Apakah ada ‘intervensi’ pemerintah dalam Munaslub kali ini? Ada, pemerintah masuk dalam Munaslub itu lewat tangan-tangan orang pemerintah yang dulunya sebagai senior dan mantan ketua umum partai itu. Campur tangan itu bisa lewat Menkopolkam Luhut Binsar Panjaitan dan Wakil Presiden Jusuf Kalla. Dengan alasan masih tercatat sebagai orang Golkar, mereka berkeliaran di acara itu. Dari Munaslub akan terjadi pertarungan antara calon yang didukung oleh pemerintah dan calon yang murni dari aspirasi anggota.

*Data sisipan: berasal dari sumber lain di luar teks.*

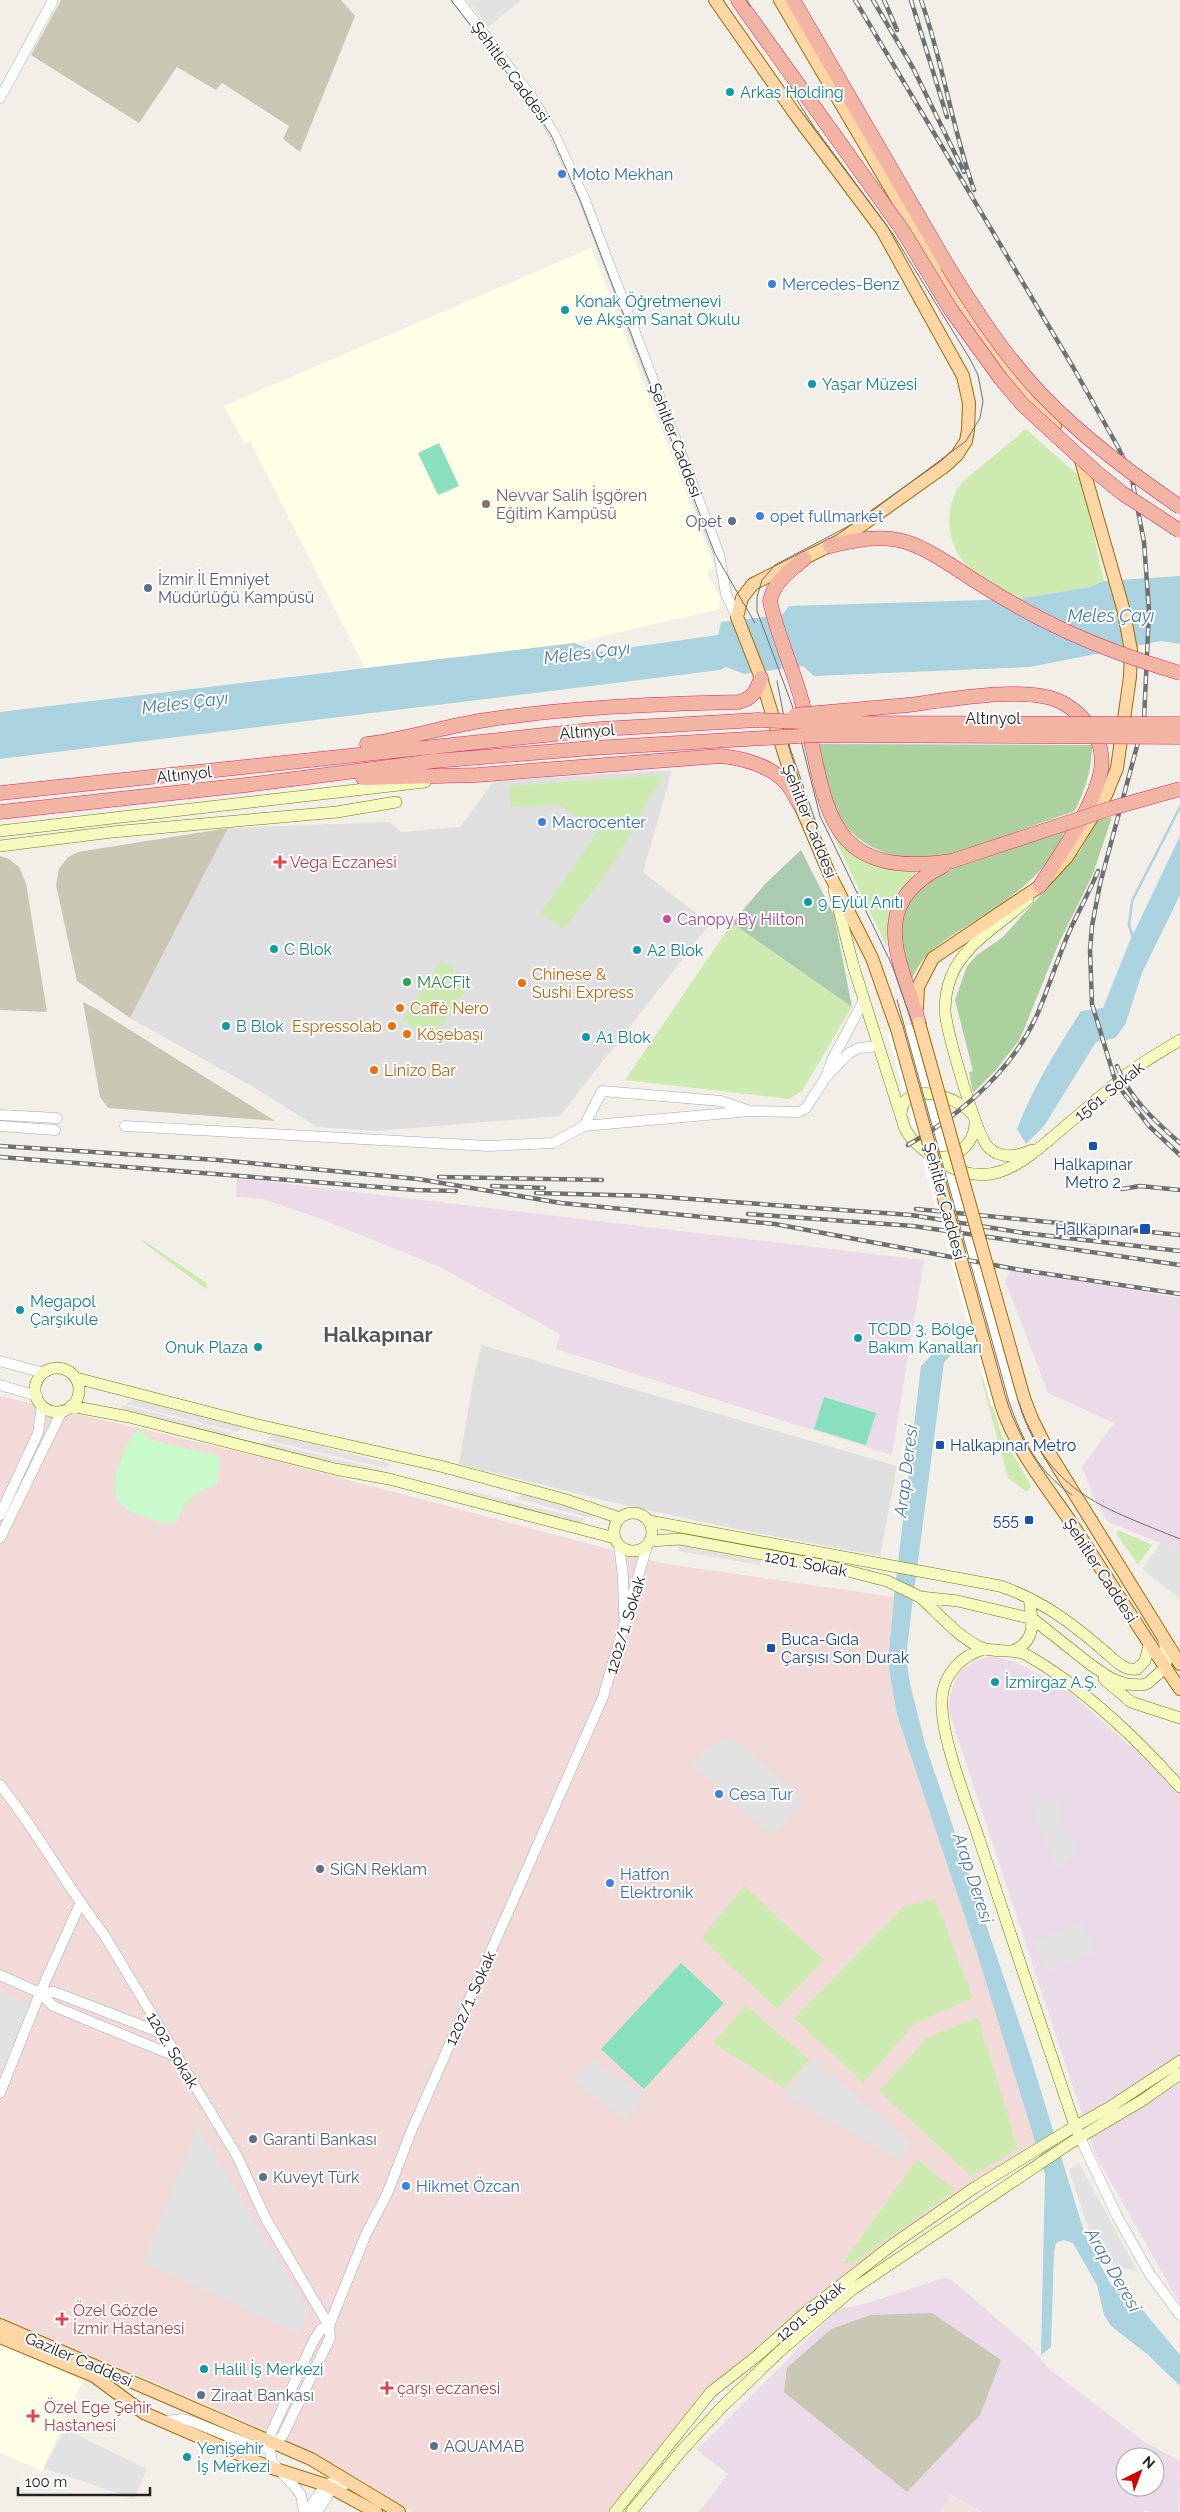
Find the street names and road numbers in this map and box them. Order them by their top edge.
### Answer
street label: Şehitler Caddesi [467,18,554,127]
street label: Şehitler Caddesi [645,380,706,500]
street label: Altınyol [965,709,1021,728]
street label: Altınyol [559,720,616,743]
street label: Altınyol [156,762,213,787]
street label: Şehitler Caddesi [778,762,841,881]
street label: 1561. Sokak [1071,1057,1148,1125]
street label: Şehitler Caddesi [920,1140,969,1262]
street label: Şehitler Caddesi [1060,1515,1141,1626]
street label: 1201. Sokak [763,1546,849,1581]
street label: 1202/1. Sokak [602,1573,650,1676]
street label: 1202/1. Sokak [441,1948,500,2048]
street label: 1202. Sokak [142,2009,203,2092]
street label: 1201. Sokak [772,2277,849,2346]
street label: Gaziler Caddesi [22,2328,135,2391]

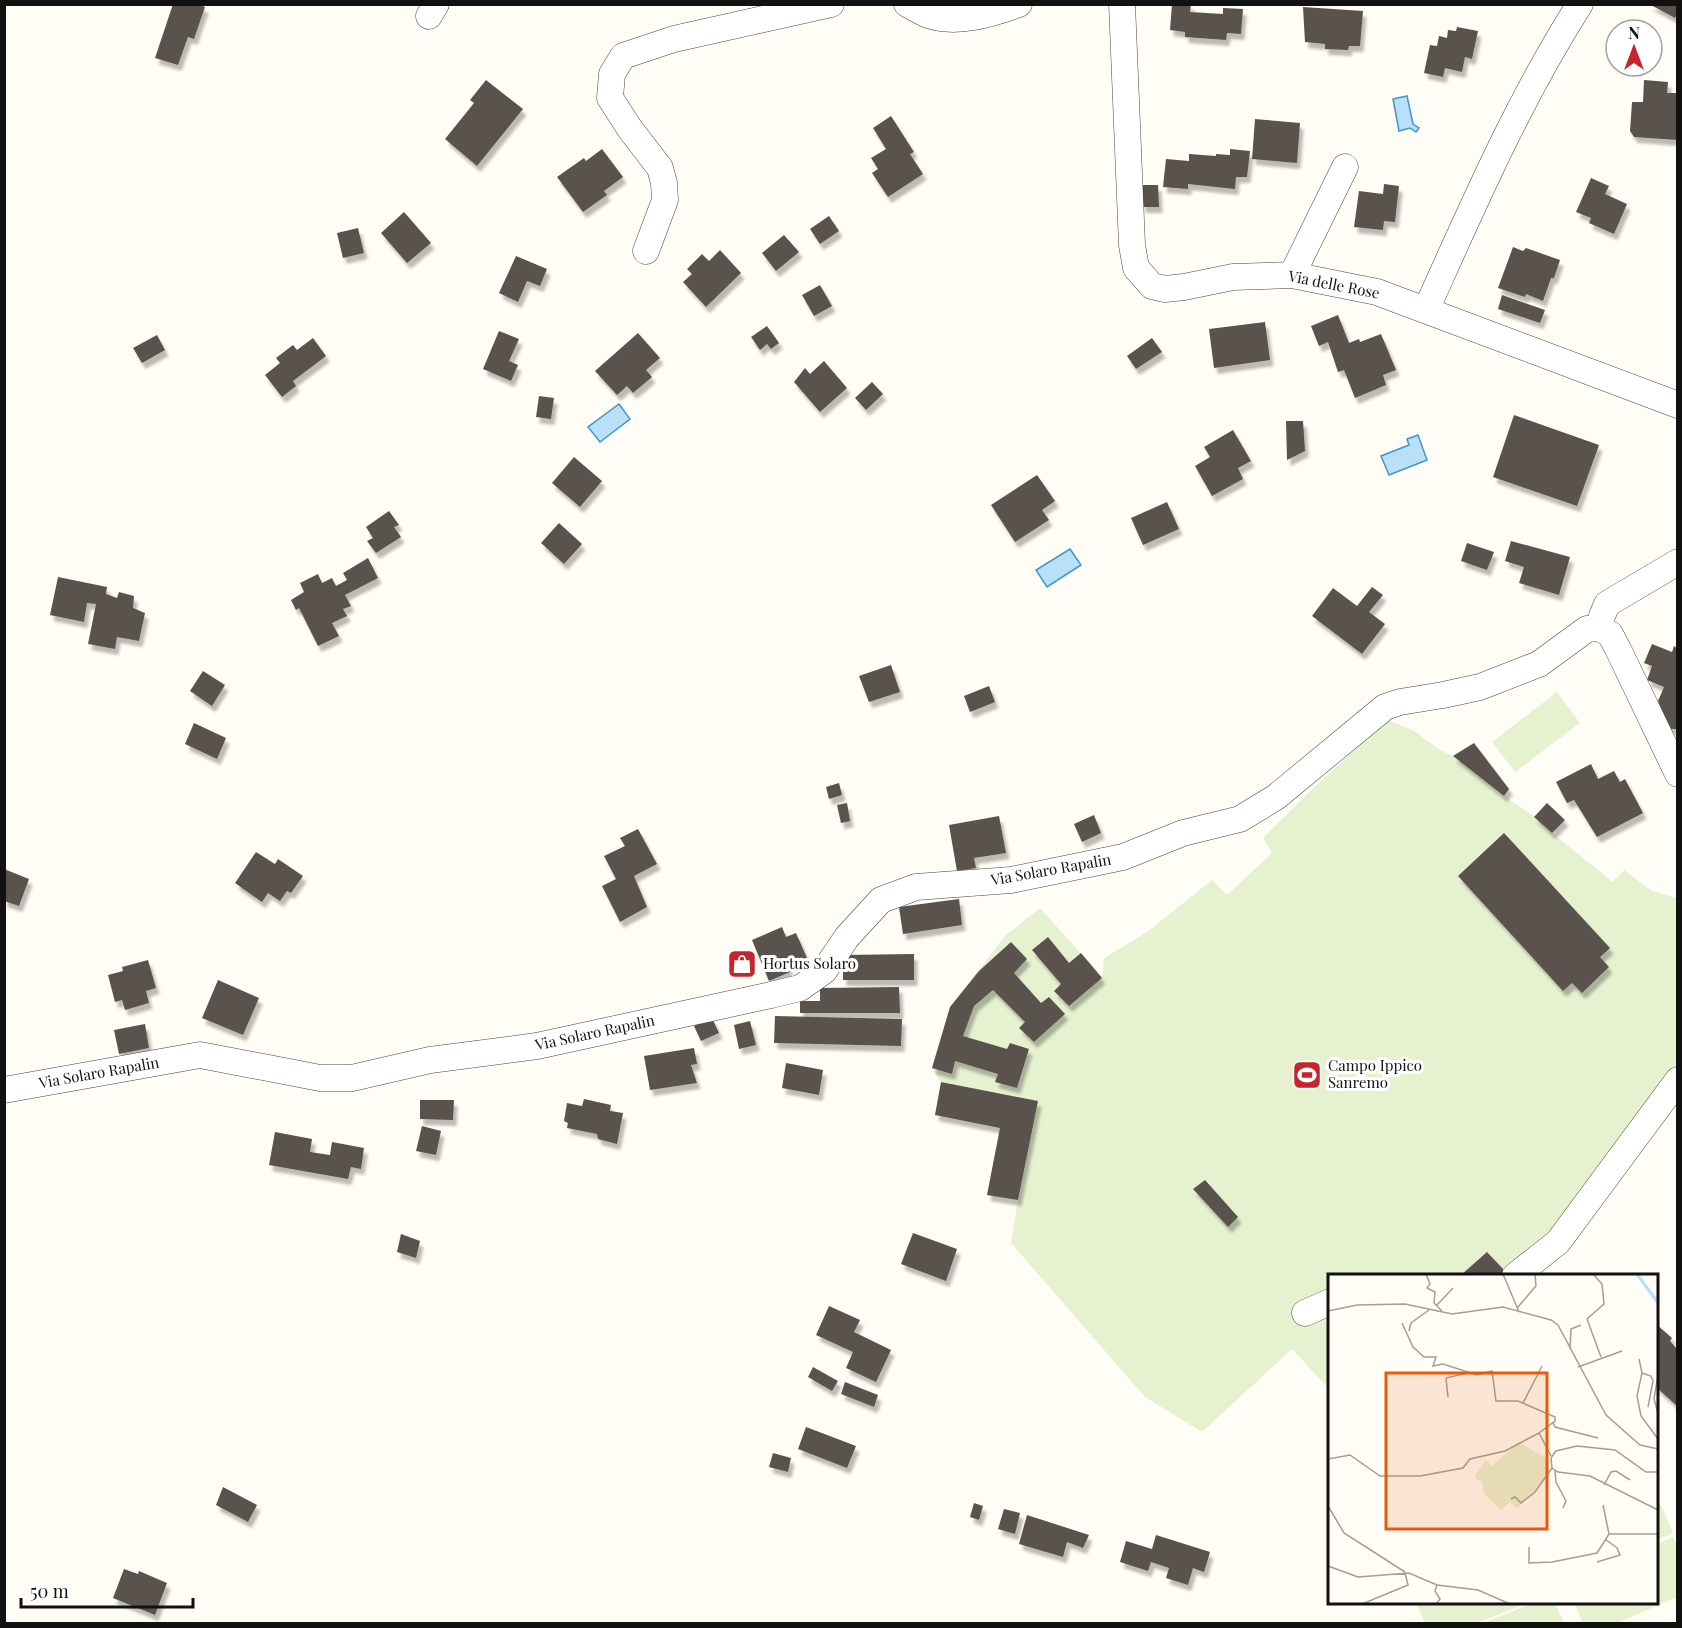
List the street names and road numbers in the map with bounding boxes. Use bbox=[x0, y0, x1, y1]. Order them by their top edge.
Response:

Terbukti dalam Munaslub tersebut banyak lobby-lobby sehingga Munaslub yang harusnya seru menjadi antiklimaks. Ade Komaruddin yang mampu menghimpun suara sebanyak 173 dan berhak maju dalam Putaran II melawan calon yang lain, Setya Novanto yang sukses meraih 277 suara, ternyata mengundurkan diri. Habislah keseruan itu.
Ade mengundurkan diri tentu atas banyak pertimbangan, bisa karena logistiknya sudah habis, bisa pula karena kuatnya desakan dari pihak-pihak tertentu yang menginginkan agar Golkar tidak kritis kepada pemerintah.
Selepas Munaslub ini, apakah Golkar masih ‘utuh’ atau terbelah lagi, itu juga menjadi suatu hal yang menarik kita tunggu. Pada masa Orde Baru, ketika Presiden Soeharto menjadi Ketua Dewan Pembina, mengalami perpecahan, membelah, atau friksi antaranggota tak mungkin terjadi. Kalaupun ada biasanya cepat diselesaikan. Kuat dan utuh Golkar di masa lalu bisa jadi dikarenakan kharismatik dan kuatnya pengaruh Presiden Soeharto. Hal demikian membuat para kader Golkar tidak berani macam-macam.
Namun begitu kekuasaan Soeharto tumbang, dinamika organisasi yang tertahan dan terpendam itu meledak. Konflik dan kisruh antarfaksi pun terjadi. Pada awal reformasi, Golkar seperti Uni Soviet yang membelah menjadi banyak negara tersendiri. Dalam era reformasi banyak kader Golkar keluar dan membentuk partai tersendiri. Selepas Munaslub Golkar di awal era reformasi, di mana Akbar Tanjung terpilih sebagai ketua umum, menimbulkan kekecewaan dari kubu Edi Sudrajad. Kekecewaan dari anggota Golkar dari kalangan militer inilah yang melahirkan Partai Keadilan dan Persatuan.
Munculnya “Golkar-Golkar” baru semakin masif selepas konvensi calon presiden yang diusung oleh Golkar pada tahun 2004. Dalam konvensi itu diikuti oleh Akbar Tanjung, Wiranto, Surya Paloh, Prabowo Subianto, dan Aburizal Bakrie. Beberapa tahun selepas konvensi, Prabowo melahirkan Gerindra, Wiranto melahirkan Hanura. Prabowo dan Wiranto membentuk partai bukan dari konflik pasca Munas. Surya Paloh-lah yang membentuk Partai Nasdem pasca Munas di Pekanbaru, Riau, pada tahun 2009. Surya Paloh membentuk partai baru bisa jadi buah dari kekecewaan dari kekalahannya dari Aburizal Bakrie di Munas Pekanbaru.